Personal information
- Full name: Conor Ekundayo Okus
- Date of birth: 15 September 1991 (age 34)
- Place of birth: Barking & Dagenham, London, England
- Position: Midfielder

Team information
- Current team: Redbridge

Youth career
- 2000–2008: West Ham United

Senior career*
- Years: Team / Apps / (Gls)
- 2008–2010: West Ham United / 0 / (0)
- 2010–2012: Dagenham & Redbridge / 0 / (0)
- 2010: → Thurrock (loan) / 10 / (0)
- 2011: → Ebbsfleet United (loan) / 14 / (1)
- 2012: → Havant & Waterlooville (loan) / 4 / (0)
- 2013: Brentwood Town / 8 / (0)
- 2015: Durham City / 8 / (0)
- 2015–2016: Washington / 30 / (4)
- 2016–2018: May & Baker / 55 / (11)
- 2018-2020: Redbridge / 30 / (10)

= Conor Okus =

English footballer

Conor Ekundayo Okus (born 15 September 1991) is an English footballer who plays as a midfielder.

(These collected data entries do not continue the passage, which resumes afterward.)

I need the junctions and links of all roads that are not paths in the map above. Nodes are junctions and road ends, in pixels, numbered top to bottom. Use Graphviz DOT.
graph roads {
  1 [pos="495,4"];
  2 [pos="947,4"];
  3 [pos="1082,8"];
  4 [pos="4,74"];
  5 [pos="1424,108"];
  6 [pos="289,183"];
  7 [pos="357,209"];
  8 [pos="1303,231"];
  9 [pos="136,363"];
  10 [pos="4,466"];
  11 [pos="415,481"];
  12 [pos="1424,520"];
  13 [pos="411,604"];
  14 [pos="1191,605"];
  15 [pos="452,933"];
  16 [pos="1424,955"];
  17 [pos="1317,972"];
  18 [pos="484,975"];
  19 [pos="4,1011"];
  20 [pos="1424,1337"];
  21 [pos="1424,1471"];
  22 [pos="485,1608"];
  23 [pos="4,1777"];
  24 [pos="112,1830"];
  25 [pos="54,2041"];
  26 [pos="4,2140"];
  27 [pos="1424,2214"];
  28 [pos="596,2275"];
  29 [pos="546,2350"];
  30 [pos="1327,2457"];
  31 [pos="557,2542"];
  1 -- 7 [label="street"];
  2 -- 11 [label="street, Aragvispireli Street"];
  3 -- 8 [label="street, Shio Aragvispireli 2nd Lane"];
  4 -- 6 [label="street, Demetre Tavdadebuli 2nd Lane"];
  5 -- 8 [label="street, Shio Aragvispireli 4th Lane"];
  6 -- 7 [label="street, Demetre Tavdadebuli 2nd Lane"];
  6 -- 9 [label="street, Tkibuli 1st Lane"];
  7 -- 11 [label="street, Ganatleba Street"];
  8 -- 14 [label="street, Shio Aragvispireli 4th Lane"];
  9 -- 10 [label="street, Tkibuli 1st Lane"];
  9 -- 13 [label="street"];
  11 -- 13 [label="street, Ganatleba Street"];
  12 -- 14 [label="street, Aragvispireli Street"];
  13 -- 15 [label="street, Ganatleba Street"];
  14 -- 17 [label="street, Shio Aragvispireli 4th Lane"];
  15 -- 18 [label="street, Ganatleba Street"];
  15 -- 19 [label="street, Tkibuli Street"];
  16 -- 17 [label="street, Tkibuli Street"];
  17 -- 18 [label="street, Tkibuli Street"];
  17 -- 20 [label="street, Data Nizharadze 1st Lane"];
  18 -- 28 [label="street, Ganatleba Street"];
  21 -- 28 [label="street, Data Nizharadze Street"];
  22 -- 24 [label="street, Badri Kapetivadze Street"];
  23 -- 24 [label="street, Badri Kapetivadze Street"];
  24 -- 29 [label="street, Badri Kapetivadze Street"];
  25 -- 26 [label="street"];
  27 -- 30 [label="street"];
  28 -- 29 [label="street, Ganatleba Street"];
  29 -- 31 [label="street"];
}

Okus started his career at the age of ten as a youngster with West Ham United and signed a scholarship for the club in 2008. In 2010 Okus was released by West Ham and went on to sign a two-year professional contract with Dagenham & Redbridge. Okus spent time on loan at a number of Conference South teams including Thurrock, Havant & Waterlooville and helped Ebbsfleet United F.C gain promotion during a 3-month loan spell in the 2010–2011 season.

In March 2012 Okus left Dagenham & Redbridge by mutual consent. The following year Okus had a short stay at Isthmian League club Brentwood Town.

A move to the North East has seen Okus sign for Durham City in summer 2015 before moving on to sign for Washington.